Social networks record everything. However, while they keep data that can be used against us, they are starting to delete the rest.

“As a result of a server migration project, any photos, videos, and audio files you uploaded more than three years ago may no longer be available on or from MySpace. We apologize for the inconvenience.” After a long period of silence, the world’s first great social network (which was later wiped out by Facebook) admitted to having recently deleted data that had been entrusted to it between 2003 and 2015, including 50 million music tracks recorded by 14 million artists.

This case is not an outlier. For years I have been telling my children over and over again that they should be careful about the pictures they post and the things they write on social networks. In the digital era, what is uploaded to the internet is indelible: An unbecoming picture or a post about a youthful stunt may compromise a job opportunity or one’s college admission should it emerge years later. Actually, “indelible” is not the right word. I should have said “relentless.” While data that can be used against us is generally retained, since it still has value, other memories from our lives that are dear to us but no longer have a monetary value (such as music, stories and texts) are starting to be deleted.

On paper, it all seems justified: MySpace blamed a technical problem, while Tumblr, after deleting a large number of blogs without warning, explained that it has a new policy that bans “adult content.” Nevertheless, many are protesting over the removal of material that was in no way pornographic or sexual. Even Google, after giving adequate notice, has now started deleting content from the Google+ platform. Sure, sometimes this happens to zombie websites, such as MySpace, which are still online but reduced to an empty shell, or to contents which people rarely look up. However, these are still important parts of our memory.

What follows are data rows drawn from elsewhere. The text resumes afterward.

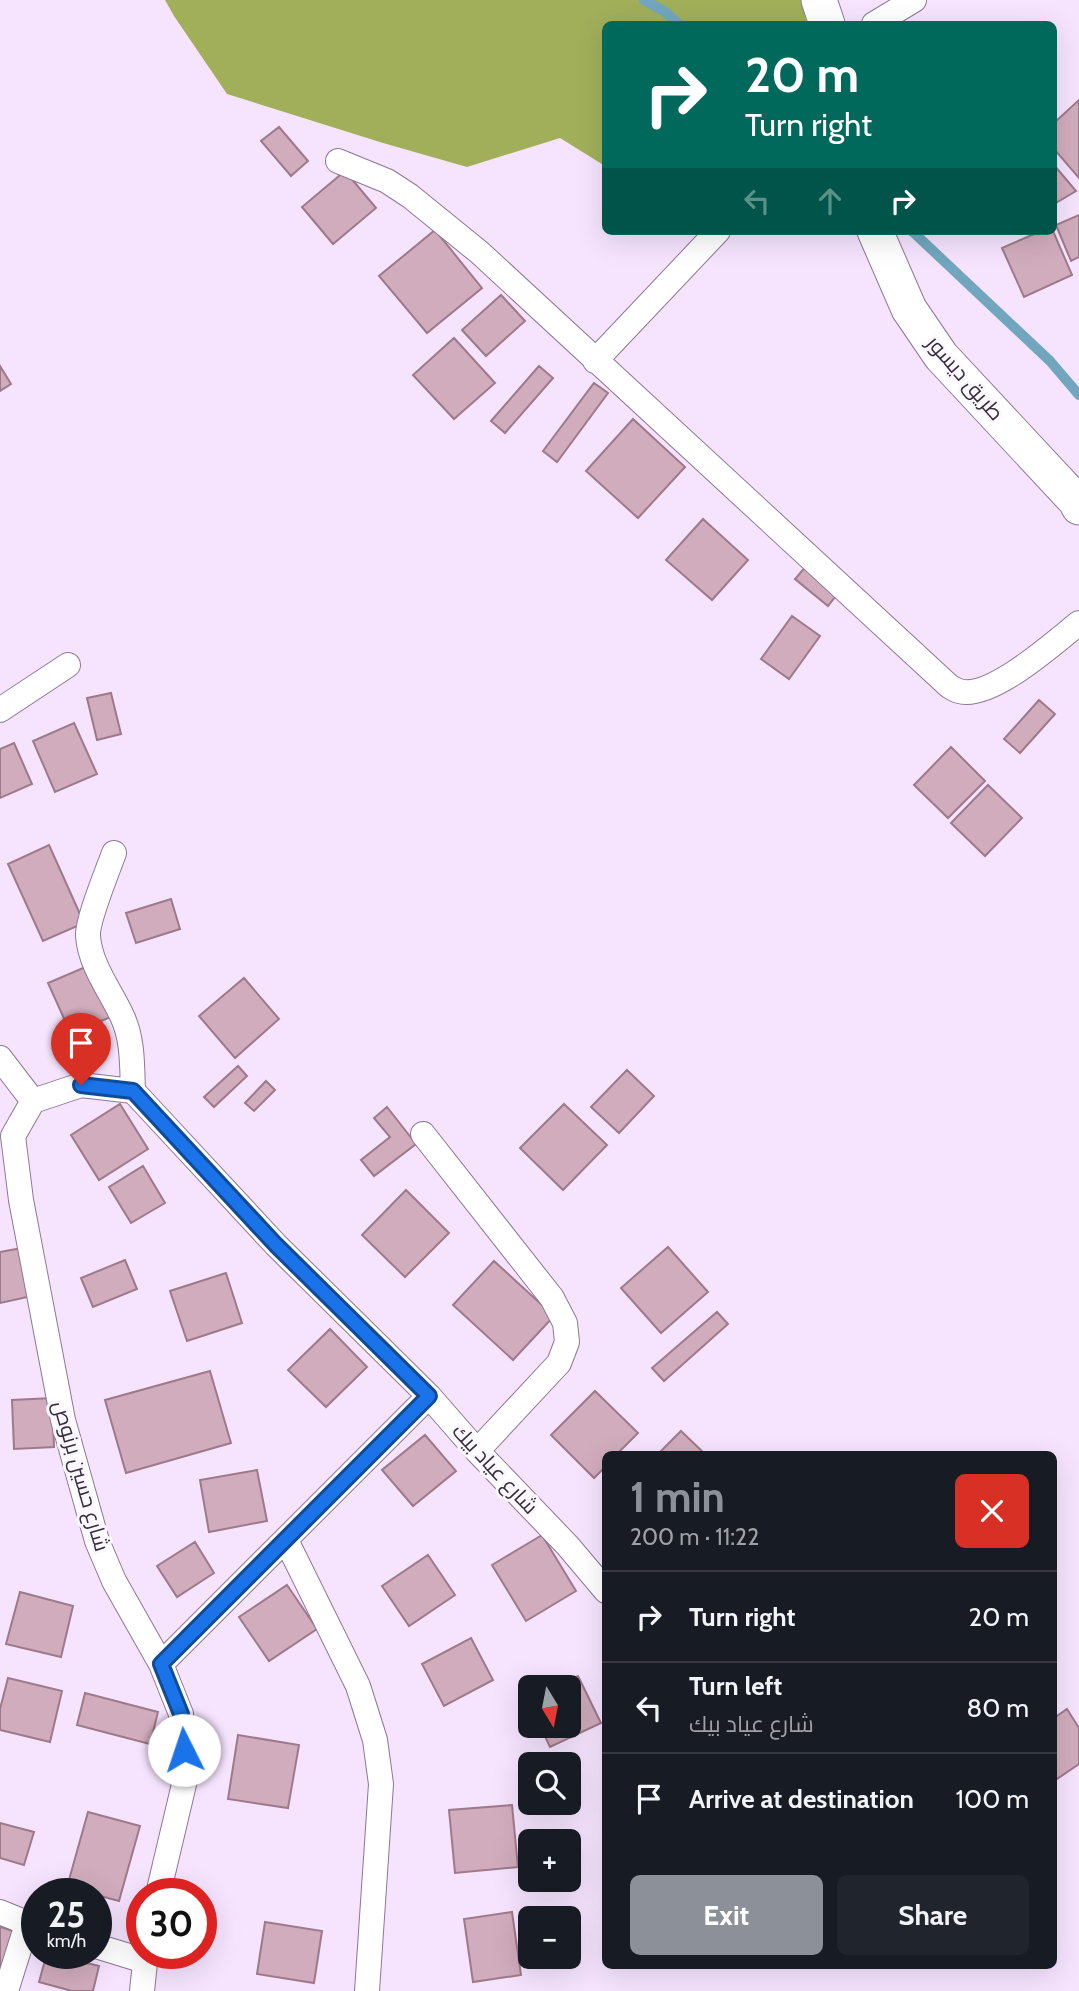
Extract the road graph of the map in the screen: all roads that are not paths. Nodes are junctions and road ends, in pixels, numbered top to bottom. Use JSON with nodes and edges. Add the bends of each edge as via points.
{"nodes":[{"id":1,"x":819,"y":0,"type":"edge"},
{"id":2,"x":914,"y":0,"type":"edge"},
{"id":3,"x":827,"y":21,"type":"edge"},
{"id":4,"x":879,"y":21,"type":"edge"},
{"id":5,"x":338,"y":161,"type":"dead end"},
{"id":6,"x":714,"y":235,"type":"edge"},
{"id":7,"x":877,"y":235,"type":"edge"},
{"id":8,"x":595,"y":361,"type":"junction"},
{"id":9,"x":1079,"y":508,"type":"edge"},
{"id":10,"x":1079,"y":623,"type":"edge"},
{"id":11,"x":68,"y":665,"type":"dead end"},
{"id":12,"x":0,"y":710,"type":"edge"},
{"id":13,"x":114,"y":853,"type":"dead end"},
{"id":14,"x":0,"y":1058,"type":"edge"},
{"id":15,"x":133,"y":1091,"type":"junction"},
{"id":16,"x":33,"y":1101,"type":"junction"},
{"id":17,"x":423,"y":1134,"type":"dead end"},
{"id":18,"x":429,"y":1396,"type":"junction"},
{"id":19,"x":477,"y":1451,"type":"junction"},
{"id":20,"x":286,"y":1540,"type":"junction"},
{"id":21,"x":602,"y":1586,"type":"edge"},
{"id":22,"x":161,"y":1664,"type":"junction"},
{"id":23,"x":162,"y":1878,"type":"edge"},
{"id":24,"x":0,"y":1912,"type":"edge"},
{"id":25,"x":21,"y":1921,"type":"edge"},
{"id":26,"x":21,"y":1954,"type":"edge"},
{"id":27,"x":145,"y":1969,"type":"edge"},
{"id":28,"x":6,"y":1991,"type":"edge"},
{"id":29,"x":142,"y":1991,"type":"edge"},
{"id":30,"x":367,"y":1991,"type":"edge"}],
"edges":[{"from":1,"to":3,"type":"main road"},
{"from":2,"to":4,"type":"street"},
{"from":5,"to":8,"type":"street","via":[[410,196],[479,252]]},
{"from":6,"to":8,"type":"street"},
{"from":7,"to":9,"type":"main road","name":"طريق ديسور","via":[[909,309],[941,356]]},
{"from":8,"to":10,"type":"street","via":[[960,692],[973,692],[1006,679]]},
{"from":11,"to":12,"type":"street"},
{"from":13,"to":15,"type":"street","via":[[88,934],[132,1049]]},
{"from":14,"to":16,"type":"street"},
{"from":15,"to":16,"type":"street","via":[[81,1085]]},
{"from":15,"to":18,"type":"street","name":"شارع عياد بيك","via":[[276,1245]]},
{"from":16,"to":22,"type":"street","name":"شارع حسين برنوص","via":[[13,1136],[63,1420],[97,1541]]},
{"from":17,"to":19,"type":"street","via":[[552,1298],[565,1323],[567,1342],[559,1363]]},
{"from":18,"to":19,"type":"street","name":"شارع عياد بيك"},
{"from":18,"to":20,"type":"street"},
{"from":19,"to":21,"type":"street","name":"شارع عياد بيك"},
{"from":20,"to":22,"type":"street"},
{"from":20,"to":30,"type":"street","via":[[358,1686],[375,1740],[381,1784]]},
{"from":22,"to":23,"type":"street","name":"شارع حسين برنوص","via":[[181,1714],[186,1780]]},
{"from":24,"to":25,"type":"street"},
{"from":26,"to":28,"type":"street"},
{"from":27,"to":29,"type":"street"}]}
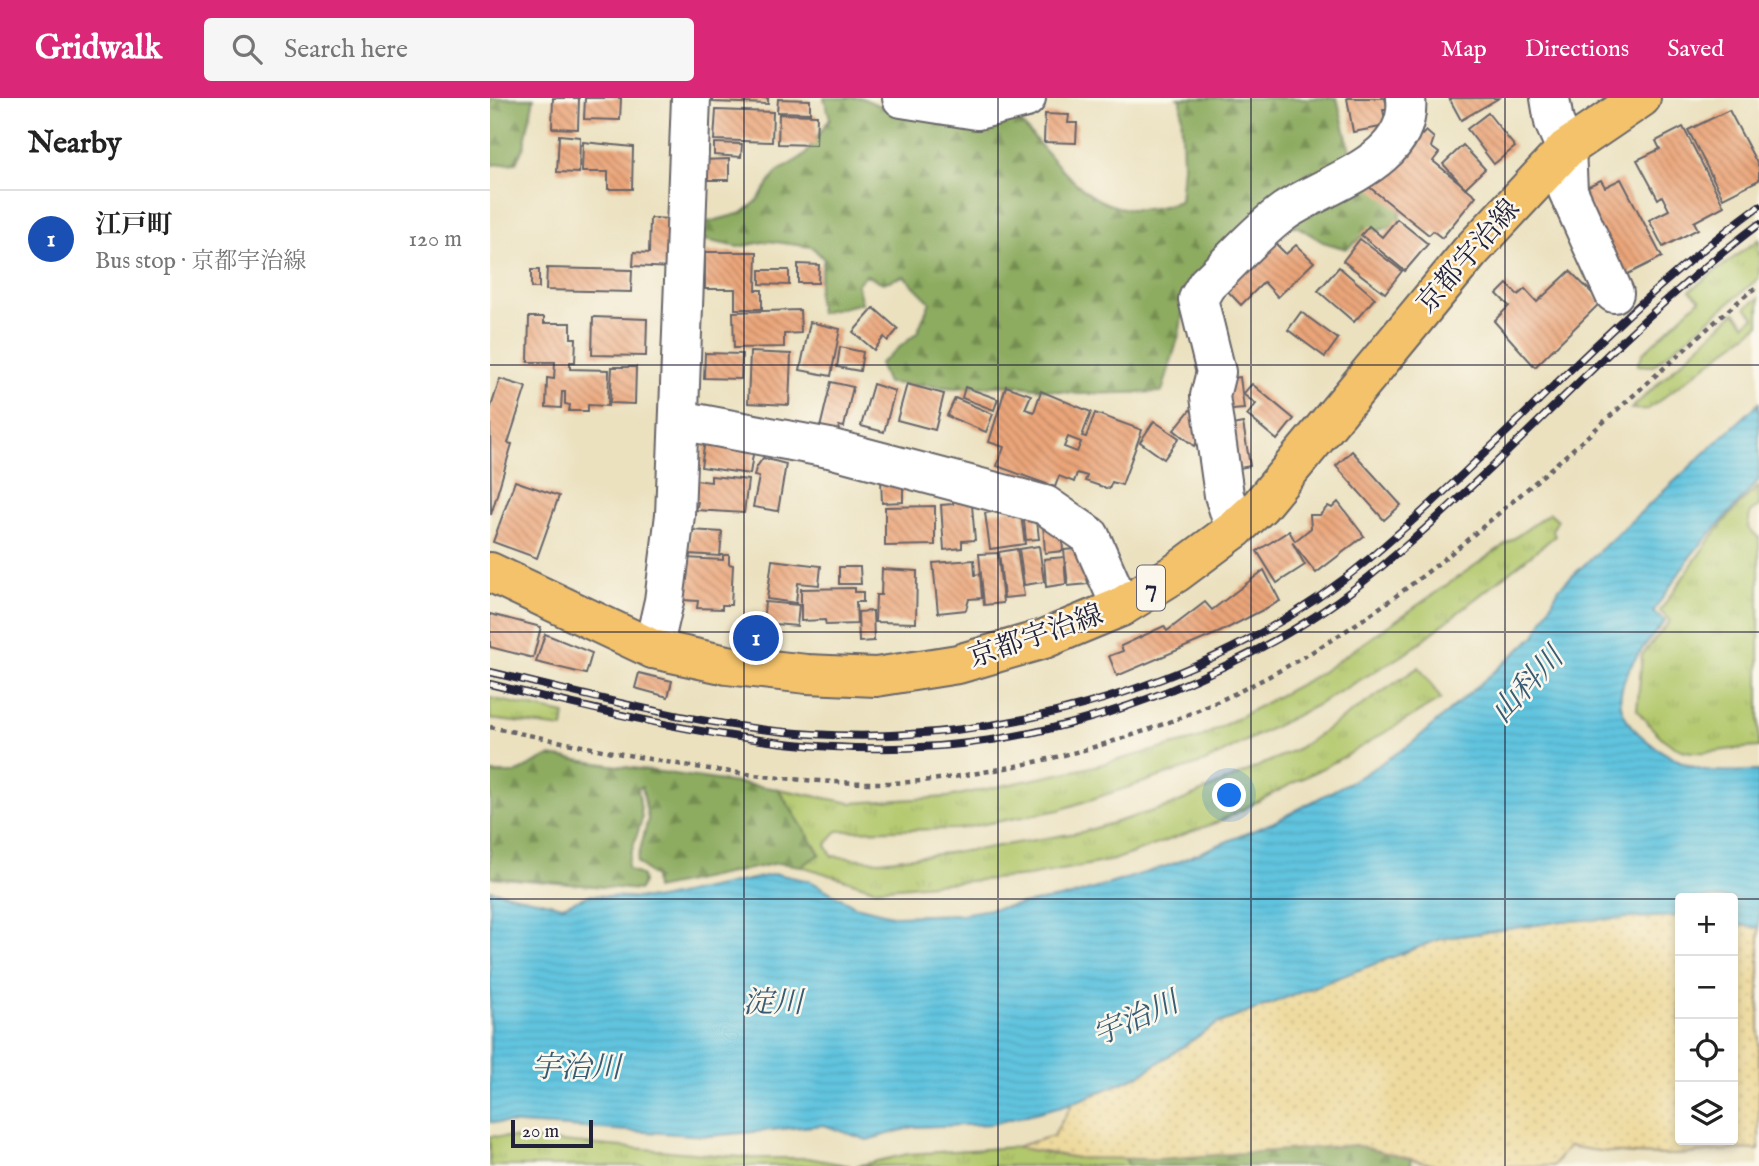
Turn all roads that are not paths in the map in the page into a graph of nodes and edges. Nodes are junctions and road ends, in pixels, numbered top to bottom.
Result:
1 (691, 98) edge
2 (902, 98) edge
3 (1026, 98) edge
4 (1406, 98) edge
5 (1550, 98) edge
6 (1641, 98) edge
7 (1566, 149) junction
8 (1614, 293) dead end
9 (679, 420) junction
10 (1236, 529) junction
11 (490, 572) edge
12 (1121, 607) junction
13 (653, 649) junction

1 - 9 street
2 - 3 street
4 - 10 street
5 - 7 street
6 - 7 main road, 京都宇治線 / 7
7 - 8 street
7 - 10 main road, 京都宇治線 / 7
9 - 12 street
9 - 13 street
10 - 12 main road, 京都宇治線 / 7
11 - 13 main road, 京都宇治線 / 7
12 - 13 main road, 京都宇治線 / 7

Additionally, there is an increasing number of unhappy instances, such as the ones concerning parents losing the chance to listen to the voice or the music of a son or daughter who died young. Thus began the race against time for volunteers from the Internet Archive: philanthropists trying to preserve memories that risk being deleted. This endeavor will amount to an attempt to empty the ocean with a bucket though if, as experts foresee, sooner or later YouTube and the other social networks will start to slim down their archives. It will not be an apocalypse for digital memories, but those who live online must know that the internet does not think, does not feel and only remembers what it wants to remember.